Your task is to gather the lines below that hold the string "paths".

[Start of section]

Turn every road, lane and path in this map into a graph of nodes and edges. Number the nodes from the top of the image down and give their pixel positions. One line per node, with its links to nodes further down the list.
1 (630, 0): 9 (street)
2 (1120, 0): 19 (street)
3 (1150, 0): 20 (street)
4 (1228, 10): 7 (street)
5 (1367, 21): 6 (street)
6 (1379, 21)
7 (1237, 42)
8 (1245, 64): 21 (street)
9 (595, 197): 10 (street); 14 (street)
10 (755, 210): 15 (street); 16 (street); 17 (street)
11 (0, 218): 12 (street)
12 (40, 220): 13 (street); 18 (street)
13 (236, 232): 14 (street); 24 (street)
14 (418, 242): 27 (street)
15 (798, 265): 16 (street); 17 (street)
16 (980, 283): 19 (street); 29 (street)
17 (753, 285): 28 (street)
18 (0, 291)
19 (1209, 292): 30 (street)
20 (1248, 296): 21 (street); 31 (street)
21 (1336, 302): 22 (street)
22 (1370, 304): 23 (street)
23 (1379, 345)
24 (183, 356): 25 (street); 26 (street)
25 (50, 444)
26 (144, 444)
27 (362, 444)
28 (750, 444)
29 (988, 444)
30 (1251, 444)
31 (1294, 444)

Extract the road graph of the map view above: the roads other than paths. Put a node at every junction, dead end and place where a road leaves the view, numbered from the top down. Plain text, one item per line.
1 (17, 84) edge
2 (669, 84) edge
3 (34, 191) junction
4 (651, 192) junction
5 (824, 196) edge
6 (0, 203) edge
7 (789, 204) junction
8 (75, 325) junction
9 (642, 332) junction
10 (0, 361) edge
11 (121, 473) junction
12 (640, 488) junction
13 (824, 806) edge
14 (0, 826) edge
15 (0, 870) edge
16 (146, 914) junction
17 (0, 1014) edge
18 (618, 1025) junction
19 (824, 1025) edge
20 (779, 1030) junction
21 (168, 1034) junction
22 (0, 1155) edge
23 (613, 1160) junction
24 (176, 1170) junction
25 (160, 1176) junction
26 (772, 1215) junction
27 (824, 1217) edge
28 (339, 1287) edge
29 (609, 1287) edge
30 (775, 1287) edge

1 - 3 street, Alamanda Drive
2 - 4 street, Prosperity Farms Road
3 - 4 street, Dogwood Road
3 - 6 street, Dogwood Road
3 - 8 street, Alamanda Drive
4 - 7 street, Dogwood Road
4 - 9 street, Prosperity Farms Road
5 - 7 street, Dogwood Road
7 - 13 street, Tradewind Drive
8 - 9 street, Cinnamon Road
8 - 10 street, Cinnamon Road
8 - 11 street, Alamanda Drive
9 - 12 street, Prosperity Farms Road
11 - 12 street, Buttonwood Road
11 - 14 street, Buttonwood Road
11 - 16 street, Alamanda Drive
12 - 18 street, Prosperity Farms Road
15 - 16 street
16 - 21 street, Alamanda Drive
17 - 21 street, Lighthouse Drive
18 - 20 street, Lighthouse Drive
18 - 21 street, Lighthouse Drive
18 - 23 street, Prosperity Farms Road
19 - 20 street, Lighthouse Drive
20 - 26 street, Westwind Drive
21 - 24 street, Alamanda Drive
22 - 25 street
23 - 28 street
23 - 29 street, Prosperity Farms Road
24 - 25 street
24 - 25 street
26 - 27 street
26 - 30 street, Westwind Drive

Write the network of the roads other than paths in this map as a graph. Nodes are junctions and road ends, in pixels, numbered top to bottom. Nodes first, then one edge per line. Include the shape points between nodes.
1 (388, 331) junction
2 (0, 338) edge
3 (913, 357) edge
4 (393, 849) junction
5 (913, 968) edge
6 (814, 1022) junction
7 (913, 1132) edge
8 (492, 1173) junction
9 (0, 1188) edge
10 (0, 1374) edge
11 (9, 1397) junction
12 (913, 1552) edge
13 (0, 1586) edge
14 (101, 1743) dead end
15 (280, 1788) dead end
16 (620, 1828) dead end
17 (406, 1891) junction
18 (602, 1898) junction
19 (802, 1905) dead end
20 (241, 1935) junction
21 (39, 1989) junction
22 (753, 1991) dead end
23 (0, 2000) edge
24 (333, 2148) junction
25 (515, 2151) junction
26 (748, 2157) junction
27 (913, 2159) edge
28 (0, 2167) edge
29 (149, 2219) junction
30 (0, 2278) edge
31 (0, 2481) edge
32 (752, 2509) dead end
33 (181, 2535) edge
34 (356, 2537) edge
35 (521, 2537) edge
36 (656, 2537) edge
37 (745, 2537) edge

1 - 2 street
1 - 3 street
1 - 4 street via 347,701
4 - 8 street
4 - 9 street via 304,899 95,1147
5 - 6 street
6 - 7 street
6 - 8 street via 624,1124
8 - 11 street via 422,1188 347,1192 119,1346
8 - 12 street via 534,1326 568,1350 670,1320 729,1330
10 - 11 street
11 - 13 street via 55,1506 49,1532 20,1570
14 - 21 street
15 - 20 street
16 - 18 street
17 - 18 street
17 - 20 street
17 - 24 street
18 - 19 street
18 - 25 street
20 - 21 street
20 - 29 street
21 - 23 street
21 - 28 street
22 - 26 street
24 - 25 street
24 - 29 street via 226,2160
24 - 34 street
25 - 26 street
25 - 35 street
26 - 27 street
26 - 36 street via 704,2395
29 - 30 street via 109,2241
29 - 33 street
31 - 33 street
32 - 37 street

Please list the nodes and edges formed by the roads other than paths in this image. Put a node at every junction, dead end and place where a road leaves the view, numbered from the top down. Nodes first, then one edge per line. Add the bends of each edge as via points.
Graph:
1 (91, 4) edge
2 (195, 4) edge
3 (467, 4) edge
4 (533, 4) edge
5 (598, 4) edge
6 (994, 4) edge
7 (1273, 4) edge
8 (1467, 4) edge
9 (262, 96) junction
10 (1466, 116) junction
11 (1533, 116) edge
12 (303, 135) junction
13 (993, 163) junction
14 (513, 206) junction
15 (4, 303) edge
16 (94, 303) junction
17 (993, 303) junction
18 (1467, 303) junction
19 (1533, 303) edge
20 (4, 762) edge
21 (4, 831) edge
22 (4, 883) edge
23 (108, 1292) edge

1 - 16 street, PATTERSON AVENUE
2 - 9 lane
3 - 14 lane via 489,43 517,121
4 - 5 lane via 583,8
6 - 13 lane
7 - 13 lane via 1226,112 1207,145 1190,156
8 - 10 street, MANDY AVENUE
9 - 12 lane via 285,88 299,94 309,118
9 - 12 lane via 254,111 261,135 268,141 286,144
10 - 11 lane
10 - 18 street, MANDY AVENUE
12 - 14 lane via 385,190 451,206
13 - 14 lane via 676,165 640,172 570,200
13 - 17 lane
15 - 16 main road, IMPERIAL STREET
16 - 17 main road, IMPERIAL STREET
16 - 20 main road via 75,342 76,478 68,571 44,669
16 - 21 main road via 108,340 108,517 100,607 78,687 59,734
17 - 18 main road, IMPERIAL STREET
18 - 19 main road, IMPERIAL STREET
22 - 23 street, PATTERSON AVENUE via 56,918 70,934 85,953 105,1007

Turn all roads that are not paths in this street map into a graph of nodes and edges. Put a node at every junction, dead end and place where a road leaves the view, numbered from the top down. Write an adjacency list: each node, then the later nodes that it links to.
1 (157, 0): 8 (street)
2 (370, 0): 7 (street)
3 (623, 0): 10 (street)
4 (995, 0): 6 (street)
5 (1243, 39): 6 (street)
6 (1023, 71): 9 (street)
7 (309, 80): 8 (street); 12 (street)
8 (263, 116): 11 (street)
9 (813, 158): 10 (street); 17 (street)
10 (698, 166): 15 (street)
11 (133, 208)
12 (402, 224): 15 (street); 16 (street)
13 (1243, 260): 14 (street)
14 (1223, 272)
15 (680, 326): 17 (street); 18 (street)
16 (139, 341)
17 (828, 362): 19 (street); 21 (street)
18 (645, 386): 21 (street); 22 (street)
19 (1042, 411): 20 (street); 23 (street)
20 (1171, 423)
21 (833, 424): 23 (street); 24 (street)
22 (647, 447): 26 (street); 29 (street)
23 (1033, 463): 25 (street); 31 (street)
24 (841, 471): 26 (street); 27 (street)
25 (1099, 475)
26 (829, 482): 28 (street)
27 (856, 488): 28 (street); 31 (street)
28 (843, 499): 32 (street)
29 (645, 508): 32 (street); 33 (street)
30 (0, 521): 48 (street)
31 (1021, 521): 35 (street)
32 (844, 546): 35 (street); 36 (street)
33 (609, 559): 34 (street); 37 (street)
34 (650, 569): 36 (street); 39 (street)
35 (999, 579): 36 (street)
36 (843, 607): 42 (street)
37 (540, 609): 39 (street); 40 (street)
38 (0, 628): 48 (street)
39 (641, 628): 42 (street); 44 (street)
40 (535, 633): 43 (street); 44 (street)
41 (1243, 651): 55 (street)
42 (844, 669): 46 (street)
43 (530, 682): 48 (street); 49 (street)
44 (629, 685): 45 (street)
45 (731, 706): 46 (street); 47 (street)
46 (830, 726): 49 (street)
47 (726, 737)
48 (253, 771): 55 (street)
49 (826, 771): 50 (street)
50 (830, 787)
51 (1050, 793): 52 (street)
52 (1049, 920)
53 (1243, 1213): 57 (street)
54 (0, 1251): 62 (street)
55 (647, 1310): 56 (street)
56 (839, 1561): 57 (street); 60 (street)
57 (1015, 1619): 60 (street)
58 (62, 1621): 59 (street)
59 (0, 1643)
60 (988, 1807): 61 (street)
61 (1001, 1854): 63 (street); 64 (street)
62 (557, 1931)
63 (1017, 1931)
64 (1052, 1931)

[End of section]

### OUTPUT OF THE TASK
Extract the road graph of the map view above: the roads other than paths. Put a node at every junction, dead end and place where a road leaves the view, numbered from the top down. Plain text, one item per line.
Write the network of the roads other than paths in this map as a graph. Nodes are junctions and road ends, in pixels, numbered top to bottom. Nodes first, then one edge per line. Include the shape points between nodes.
Please list the nodes and edges formed by the roads other than paths in this image. Put a node at every junction, dead end and place where a road leaves the view, numbered from the top down. Nodes first, then one edge per line. Add the bends of each edge as via points.
Turn all roads that are not paths in this street map into a graph of nodes and edges. Put a node at every junction, dead end and place where a road leaves the view, numbered from the top down. Write an adjacency list: each node, then the later nodes that it links to.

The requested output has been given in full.